------ Record set

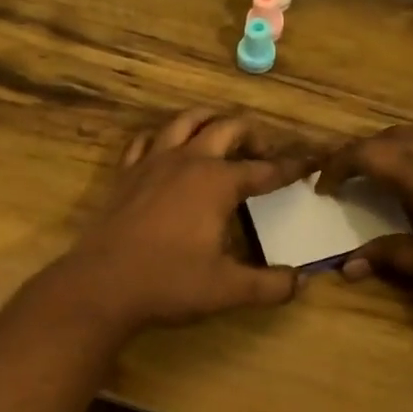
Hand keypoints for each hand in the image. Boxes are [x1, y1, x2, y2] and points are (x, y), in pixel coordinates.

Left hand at [55, 109, 315, 332]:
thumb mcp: (228, 290)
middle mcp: (188, 161)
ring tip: (221, 135)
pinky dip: (165, 137)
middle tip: (265, 154)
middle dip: (253, 135)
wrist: (101, 286)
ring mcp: (153, 162)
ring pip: (186, 121)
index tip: (310, 161)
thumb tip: (302, 282)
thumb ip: (270, 285)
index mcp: (218, 182)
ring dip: (210, 121)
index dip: (291, 167)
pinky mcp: (126, 174)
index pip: (265, 169)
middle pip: (228, 128)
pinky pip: (147, 140)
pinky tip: (169, 150)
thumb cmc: (169, 283)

------------

Exercise – Omit all pictures and repeat the rest of the records verbatim.

Solution to the exercise –
Hand keypoints for each hand in the image. Boxes are [x1, y1, x2, y2] and points are (x, y), in pixel coordinates.

Left hand at [55, 109, 315, 332]:
thumb mcp: (228, 290)
middle mcp: (188, 161)
ring tip: (221, 135)
pinky dip: (165, 137)
middle tip: (265, 154)
middle dip: (253, 135)
wrist: (101, 286)
ring mcp: (153, 162)
ring pip: (186, 121)
index tip: (310, 161)
thumb tip: (302, 282)
thumb ip: (270, 285)
index mcp: (218, 182)
ring dip: (210, 121)
index dip: (291, 167)
pinky mcp: (126, 174)
index pip: (265, 169)
middle pip: (228, 128)
pinky pip: (147, 140)
pinky tip: (169, 150)
thumb cmc: (169, 283)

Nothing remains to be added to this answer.